Buku besar fokus pada pengurutan peristiwa dan memverifikasi hasil. Lingkungan eksekusi menangani komputasi robotik berat secara terpisah. Lapisan akses mengelola ingest data dan kueri. Tata kelola sumber daya menetapkan batasan pada seberapa banyak bandwidth, penyimpanan, dan komputasi yang dapat digunakan oleh berbagai peserta.

Pemisahan itu mengubah cara skala bekerja. Alih-alih mendorong semuanya melalui satu titik penyumbatan, kapasitas dapat tumbuh di tempat yang tepat. Lapisan cache menyerap permintaan berulang. Penyeimbang beban mendistribusikan lalu lintas di seluruh penyedia. Batas laju memperlambat beban kerja yang merugikan. Jalur ingest tetap terpisah dari sistem kueri sehingga pembacaan tidak memblokir penulisan.
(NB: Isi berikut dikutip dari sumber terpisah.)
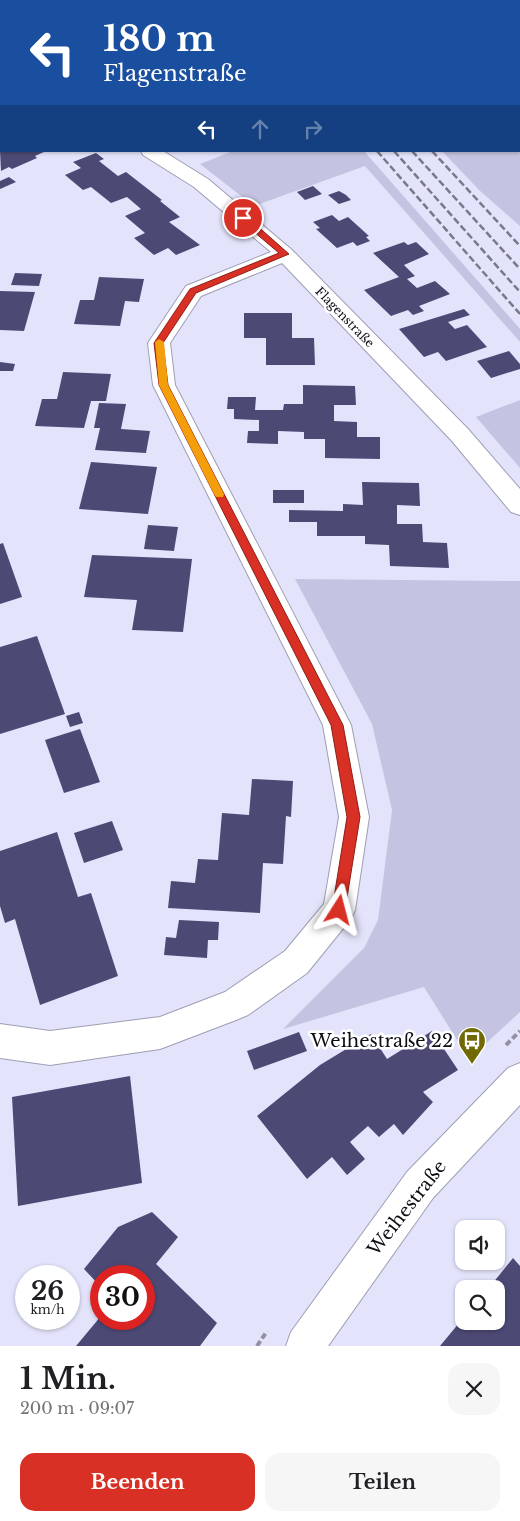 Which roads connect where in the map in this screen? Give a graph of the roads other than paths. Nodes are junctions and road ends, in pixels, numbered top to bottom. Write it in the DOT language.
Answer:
graph roads {
  1 [pos="152,152"];
  2 [pos="285,254"];
  3 [pos="520,506"];
  4 [pos="0,1041"];
  5 [pos="520,1080"];
  6 [pos="305,1346"];
  1 -- 2 [label="street, Flagenstraße"];
  2 -- 3 [label="street, Flagenstraße"];
  2 -- 4 [label="street"];
  5 -- 6 [label="street, Weihestraße"];
} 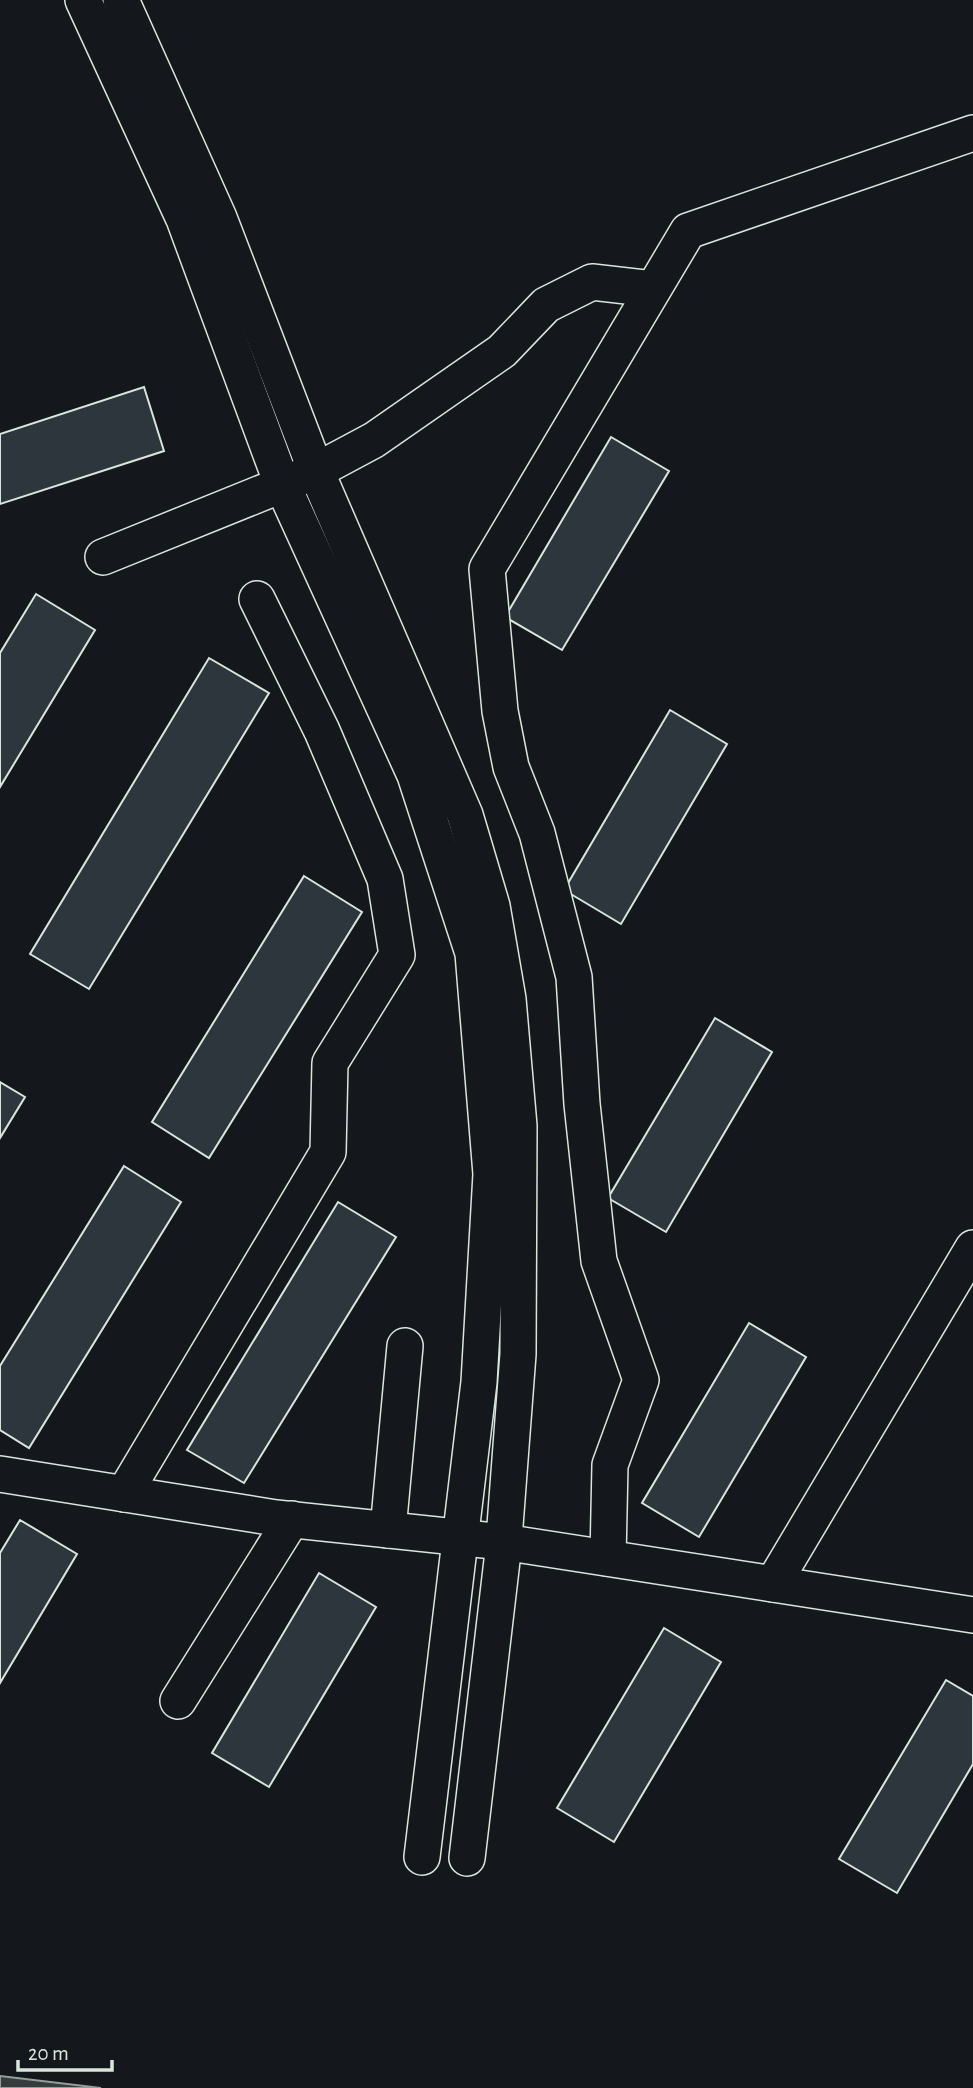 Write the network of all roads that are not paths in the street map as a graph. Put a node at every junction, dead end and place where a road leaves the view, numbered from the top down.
1 (83, 0) edge
2 (121, 0) edge
3 (973, 133) edge
4 (653, 289) junction
5 (316, 471) junction
6 (282, 484) junction
7 (103, 557) dead end
8 (257, 599) dead end
9 (973, 1248) edge
10 (405, 1346) dead end
11 (0, 1474) edge
12 (124, 1494) junction
13 (292, 1519) junction
14 (388, 1530) junction
15 (460, 1538) junction
16 (503, 1542) junction
17 (608, 1558) junction
18 (773, 1584) junction
19 (973, 1615) edge
20 (178, 1701) dead end
21 (422, 1857) dead end
22 (467, 1858) dead end

1 - 6 street
2 - 5 street
3 - 4 street
4 - 5 street
4 - 17 street
5 - 6 street
5 - 16 street
6 - 7 street
6 - 15 street
8 - 12 street
9 - 18 street
10 - 14 street
11 - 12 street
12 - 13 street
13 - 14 street
13 - 20 street
14 - 15 street
15 - 16 street
15 - 21 street
16 - 17 street
16 - 22 street
17 - 18 street
18 - 19 street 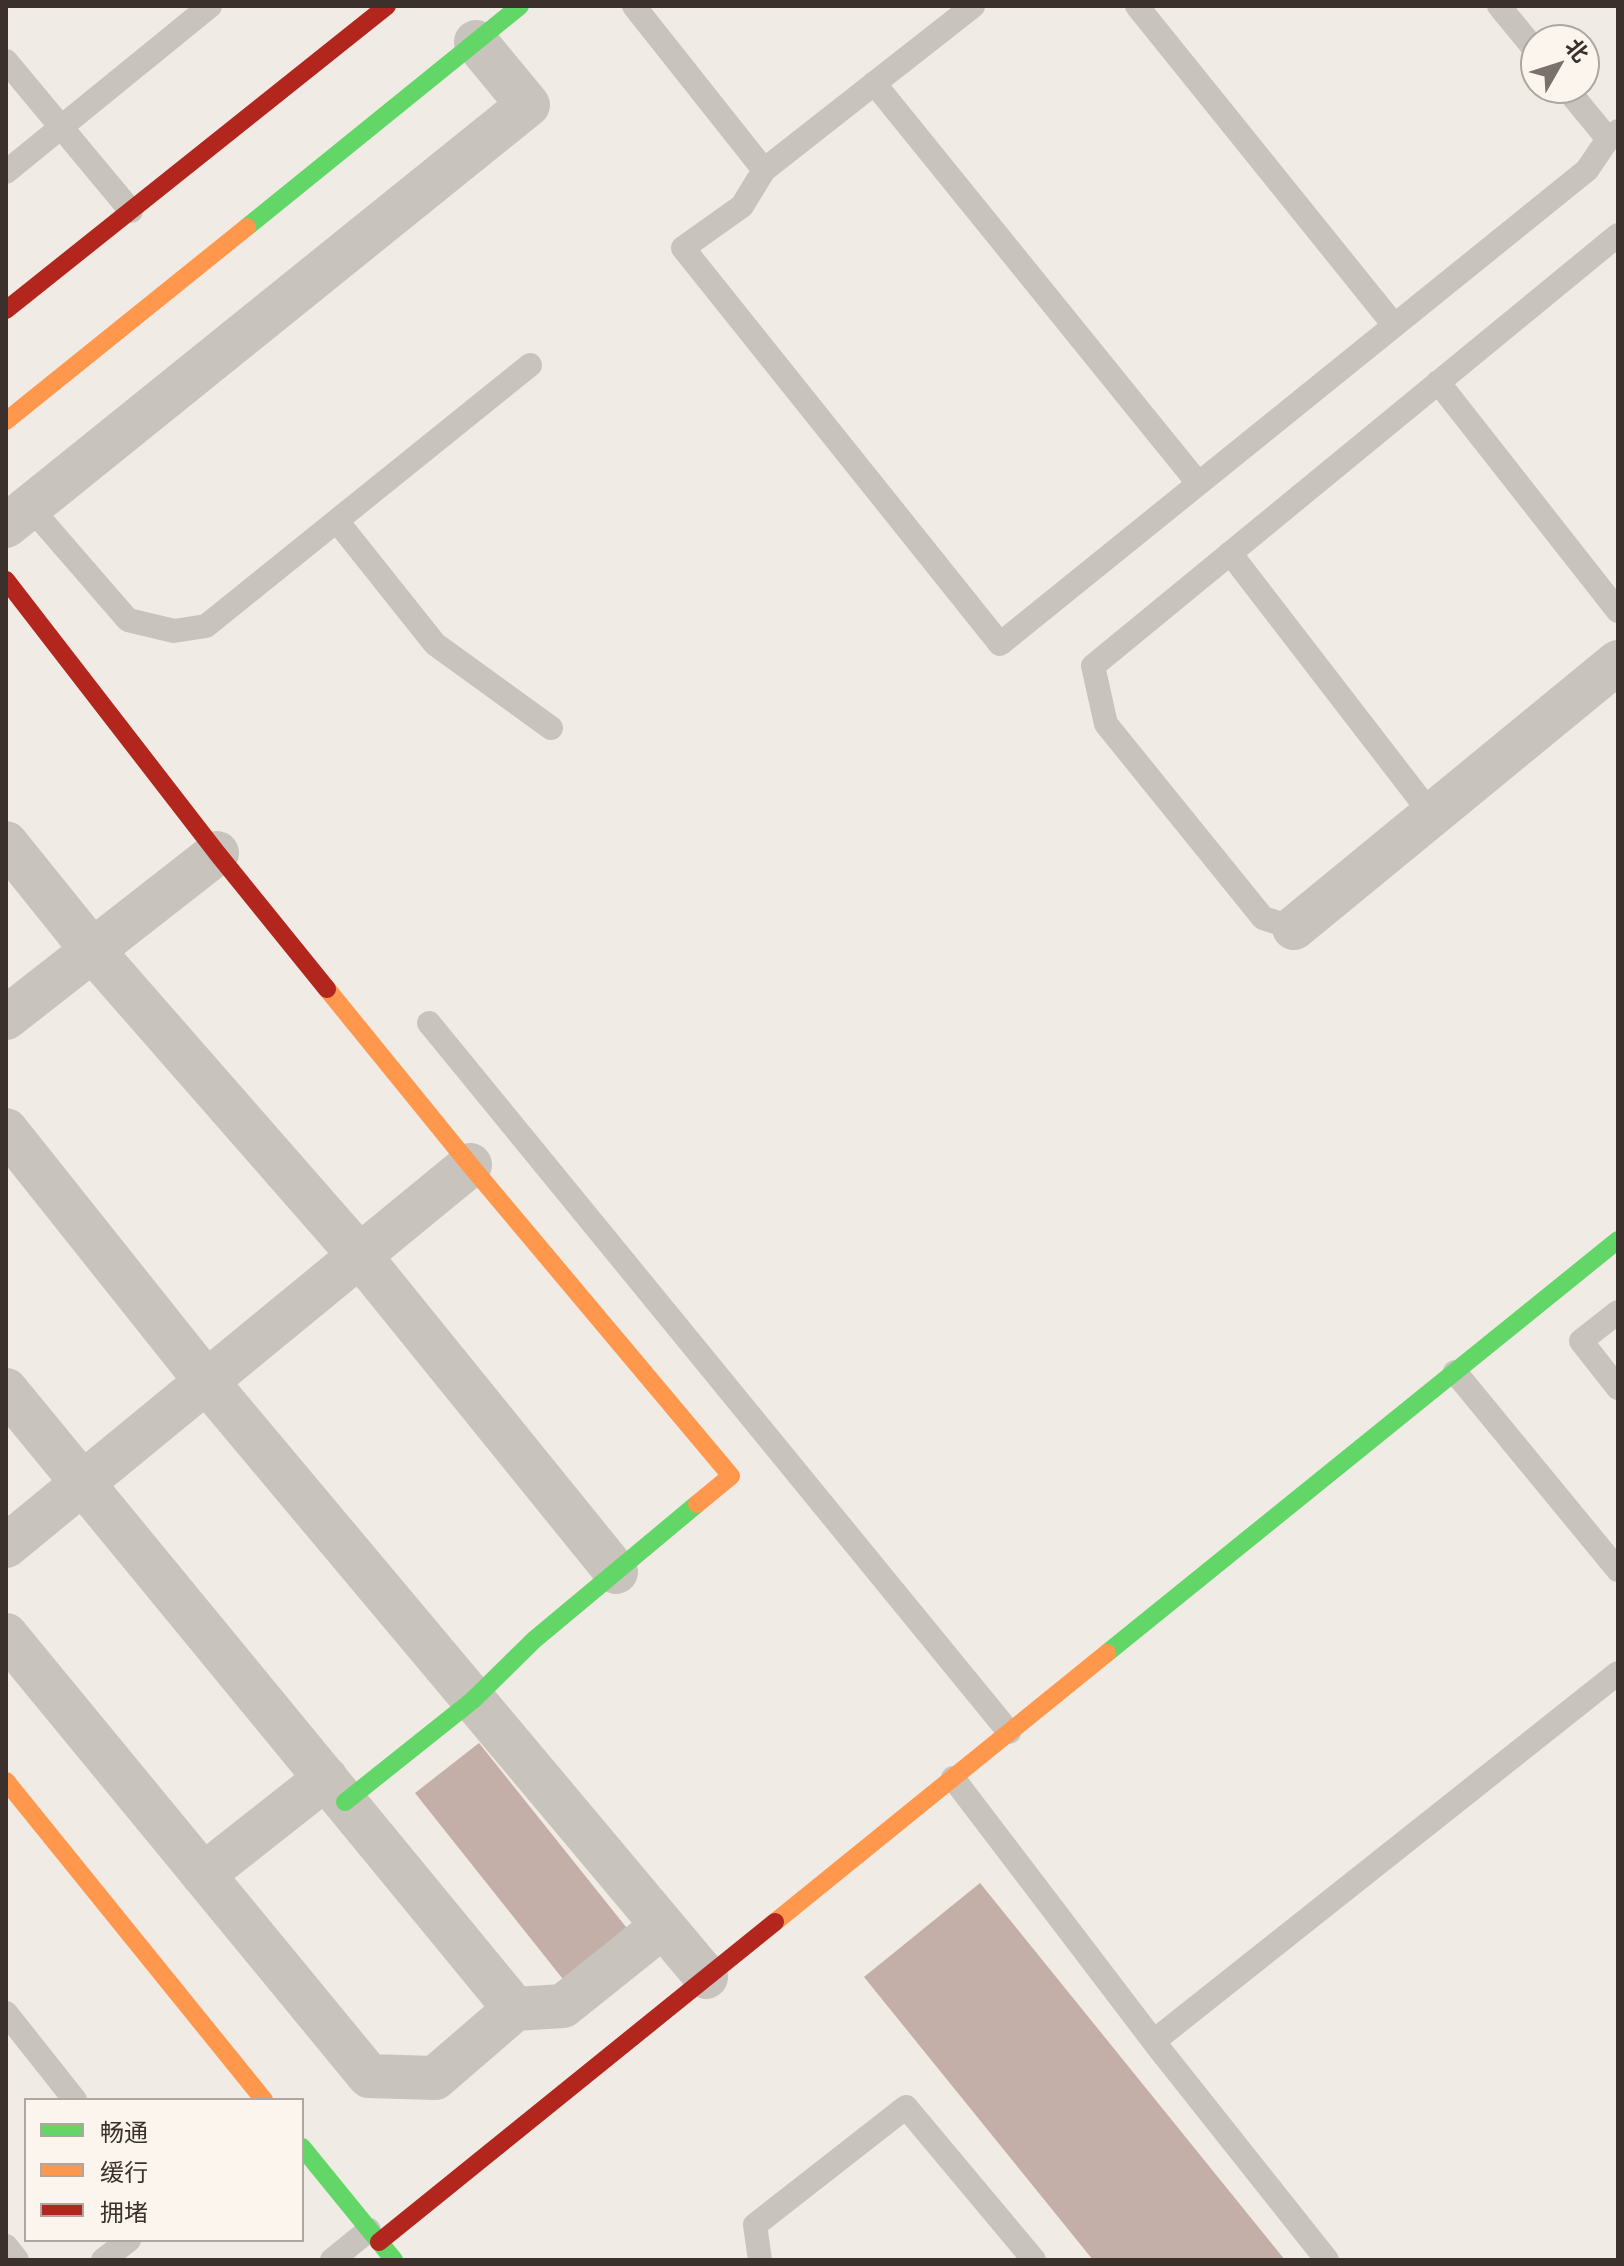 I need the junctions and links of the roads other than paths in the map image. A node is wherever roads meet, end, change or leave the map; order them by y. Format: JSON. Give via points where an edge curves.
{"nodes":[{"id":1,"x":210,"y":6,"type":"edge"},
{"id":2,"x":520,"y":6,"type":"edge"},
{"id":3,"x":973,"y":6,"type":"edge"},
{"id":4,"x":1137,"y":6,"type":"edge"},
{"id":5,"x":1499,"y":6,"type":"edge"},
{"id":6,"x":381,"y":8,"type":"edge"},
{"id":7,"x":640,"y":8,"type":"edge"},
{"id":8,"x":1520,"y":32,"type":"edge"},
{"id":9,"x":476,"y":42,"type":"junction"},
{"id":10,"x":6,"y":61,"type":"edge"},
{"id":11,"x":874,"y":83,"type":"junction"},
{"id":12,"x":1582,"y":104,"type":"edge"},
{"id":13,"x":61,"y":127,"type":"junction"},
{"id":14,"x":1613,"y":135,"type":"edge"},
{"id":15,"x":764,"y":170,"type":"junction"},
{"id":16,"x":6,"y":172,"type":"edge"},
{"id":17,"x":131,"y":211,"type":"junction"},
{"id":18,"x":1616,"y":241,"type":"edge"},
{"id":19,"x":6,"y":310,"type":"edge"},
{"id":20,"x":1394,"y":325,"type":"junction"},
{"id":21,"x":530,"y":365,"type":"dead end"},
{"id":22,"x":1438,"y":382,"type":"junction"},
{"id":23,"x":6,"y":421,"type":"edge"},
{"id":24,"x":1198,"y":483,"type":"junction"},
{"id":25,"x":18,"y":516,"type":"edge"},
{"id":26,"x":337,"y":521,"type":"junction"},
{"id":27,"x":1230,"y":553,"type":"junction"},
{"id":28,"x":6,"y":580,"type":"edge"},
{"id":29,"x":1618,"y":611,"type":"edge"},
{"id":30,"x":1618,"y":662,"type":"edge"},
{"id":31,"x":551,"y":728,"type":"dead end"},
{"id":32,"x":1432,"y":815,"type":"junction"},
{"id":33,"x":6,"y":843,"type":"edge"},
{"id":34,"x":217,"y":853,"type":"junction"},
{"id":35,"x":1294,"y":928,"type":"joint"},
{"id":36,"x":93,"y":951,"type":"junction"},
{"id":37,"x":6,"y":1018,"type":"edge"},
{"id":38,"x":429,"y":1023,"type":"dead end"},
{"id":39,"x":6,"y":1130,"type":"edge"},
{"id":40,"x":470,"y":1165,"type":"junction"},
{"id":41,"x":1618,"y":1240,"type":"edge"},
{"id":42,"x":360,"y":1256,"type":"junction"},
{"id":43,"x":1618,"y":1312,"type":"edge"},
{"id":44,"x":1455,"y":1372,"type":"junction"},
{"id":45,"x":206,"y":1381,"type":"junction"},
{"id":46,"x":1618,"y":1388,"type":"edge"},
{"id":47,"x":6,"y":1390,"type":"edge"},
{"id":48,"x":83,"y":1483,"type":"junction"},
{"id":49,"x":6,"y":1546,"type":"edge"},
{"id":50,"x":1618,"y":1570,"type":"edge"},
{"id":51,"x":616,"y":1572,"type":"junction"},
{"id":52,"x":6,"y":1635,"type":"edge"},
{"id":53,"x":1618,"y":1673,"type":"edge"},
{"id":54,"x":473,"y":1700,"type":"junction"},
{"id":55,"x":1009,"y":1732,"type":"junction"},
{"id":56,"x":953,"y":1778,"type":"junction"},
{"id":57,"x":6,"y":1781,"type":"edge"},
{"id":58,"x":335,"y":1790,"type":"junction"},
{"id":59,"x":203,"y":1875,"type":"junction"},
{"id":60,"x":663,"y":1926,"type":"junction"},
{"id":61,"x":706,"y":1977,"type":"junction"},
{"id":62,"x":515,"y":2009,"type":"junction"},
{"id":63,"x":6,"y":2013,"type":"edge"},
{"id":64,"x":1154,"y":2041,"type":"junction"},
{"id":65,"x":73,"y":2098,"type":"edge"},
{"id":66,"x":262,"y":2098,"type":"edge"},
{"id":67,"x":304,"y":2149,"type":"edge"},
{"id":68,"x":374,"y":2236,"type":"junction"},
{"id":69,"x":126,"y":2242,"type":"edge"},
{"id":70,"x":6,"y":2246,"type":"edge"},
{"id":71,"x":17,"y":2260,"type":"edge"},
{"id":72,"x":103,"y":2260,"type":"edge"},
{"id":73,"x":332,"y":2260,"type":"edge"},
{"id":74,"x":394,"y":2260,"type":"edge"},
{"id":75,"x":760,"y":2260,"type":"edge"},
{"id":76,"x":1034,"y":2260,"type":"edge"},
{"id":77,"x":1327,"y":2260,"type":"edge"}],
"edges":[{"from":1,"to":13,"type":"lane"},
{"from":2,"to":9,"type":"street"},
{"from":3,"to":11,"type":"lane"},
{"from":4,"to":20,"type":"lane"},
{"from":5,"to":8,"type":"lane"},
{"from":6,"to":17,"type":"street"},
{"from":7,"to":15,"type":"lane"},
{"from":9,"to":23,"type":"street"},
{"from":9,"to":25,"type":"street","via":[[528,105]]},
{"from":10,"to":13,"type":"lane"},
{"from":11,"to":15,"type":"lane"},
{"from":11,"to":24,"type":"lane"},
{"from":12,"to":14,"type":"lane"},
{"from":13,"to":16,"type":"lane"},
{"from":13,"to":17,"type":"lane"},
{"from":14,"to":20,"type":"lane","via":[[1587,170]]},
{"from":15,"to":24,"type":"lane","via":[[742,206],[683,248],[1000,644]]},
{"from":17,"to":19,"type":"street"},
{"from":18,"to":22,"type":"lane"},
{"from":20,"to":24,"type":"lane"},
{"from":21,"to":26,"type":"lane"},
{"from":22,"to":27,"type":"lane"},
{"from":22,"to":29,"type":"lane"},
{"from":25,"to":26,"type":"lane","via":[[128,620],[174,631],[206,626]]},
{"from":26,"to":31,"type":"lane","via":[[435,644]]},
{"from":27,"to":32,"type":"lane"},
{"from":27,"to":35,"type":"lane","via":[[1093,666],[1106,724],[1263,918]]},
{"from":28,"to":34,"type":"street"},
{"from":30,"to":32,"type":"street"},
{"from":32,"to":35,"type":"street"},
{"from":33,"to":36,"type":"street"},
{"from":34,"to":36,"type":"street"},
{"from":34,"to":40,"type":"street"},
{"from":36,"to":37,"type":"street"},
{"from":36,"to":42,"type":"street"},
{"from":38,"to":55,"type":"lane"},
{"from":39,"to":45,"type":"street"},
{"from":40,"to":42,"type":"street"},
{"from":40,"to":51,"type":"street","via":[[731,1476]]},
{"from":41,"to":44,"type":"street"},
{"from":42,"to":45,"type":"street"},
{"from":42,"to":51,"type":"street"},
{"from":43,"to":46,"type":"lane","via":[[1581,1341]]},
{"from":44,"to":50,"type":"lane"},
{"from":44,"to":55,"type":"street"},
{"from":45,"to":48,"type":"street"},
{"from":45,"to":54,"type":"street"},
{"from":47,"to":48,"type":"street"},
{"from":48,"to":49,"type":"street"},
{"from":48,"to":58,"type":"street"},
{"from":51,"to":54,"type":"street","via":[[534,1640]]},
{"from":52,"to":59,"type":"street"},
{"from":53,"to":64,"type":"lane"},
{"from":54,"to":58,"type":"street"},
{"from":54,"to":60,"type":"street"},
{"from":55,"to":56,"type":"street"},
{"from":56,"to":61,"type":"street"},
{"from":56,"to":64,"type":"lane"},
{"from":57,"to":66,"type":"street"},
{"from":58,"to":59,"type":"street"},
{"from":58,"to":62,"type":"street"},
{"from":59,"to":62,"type":"street","via":[[369,2076],[435,2078]]},
{"from":60,"to":61,"type":"street"},
{"from":60,"to":62,"type":"street","via":[[563,2006]]},
{"from":61,"to":68,"type":"street"},
{"from":63,"to":65,"type":"lane"},
{"from":64,"to":77,"type":"lane"},
{"from":67,"to":68,"type":"street"},
{"from":68,"to":73,"type":"lane"},
{"from":68,"to":74,"type":"street"},
{"from":69,"to":72,"type":"lane"},
{"from":70,"to":71,"type":"lane"},
{"from":75,"to":76,"type":"lane","via":[[755,2225],[906,2107]]}]}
Mekanisme catch-up memungkinkan pengindeks untuk tertinggal dengan aman dan pulih nanti.

Penyimpanan dan pengindeksan mengikuti logika yang sama. Aliran acara mentah tetap sederhana dan hanya append. Indeks dan pandangan yang diturunkan berada di luar lapisan inti itu. Jika pengindeksan melambat selama lalu lintas berat, buku besar dasar dapat terus bergerak sementara lapisan kueri secara bertahap mengejar.

Tidak ada yang secara ajaib menghilangkan bagian-bagian sulit ini. Kepercayaan bergeser menuju lapisan akses yang paling banyak berinteraksi dengan pengguna. Konsistensi data di seluruh penyedia yang berbeda menjadi masalah operasional nyata. Perbedaan latensi menciptakan kebingungan tentang apa yang sebenarnya dimaksud dengan “keadaan terbaru”. Titik akhir default dapat dengan tenang menjadi gerbang terpusat. Meningkatnya keberagaman operator membantu ketahanan tetapi seringkali membuat pengalaman pengembang lebih rumit.

Sistem yang mengoordinasikan robot dan agen otonom akan menghadapi beban yang tidak terduga secara desain. Mesin tidak berperilaku seperti pengguna normal. Mereka menghasilkan lonjakan aktivitas yang dapat menekan infrastruktur dengan cara yang tidak biasa.

Arsitektur yang baik tidak berpura-pura bahwa masalah itu menghilang. Ia menerimanya dan membangun batas sehingga tekanan tidak dapat menyebar ke mana-mana sekaligus.

Sistem yang kuat dimulai dengan batasan yang jelas. Ketika satu lapisan menjadi keras, lapisan lainnya harus tetap bernafas.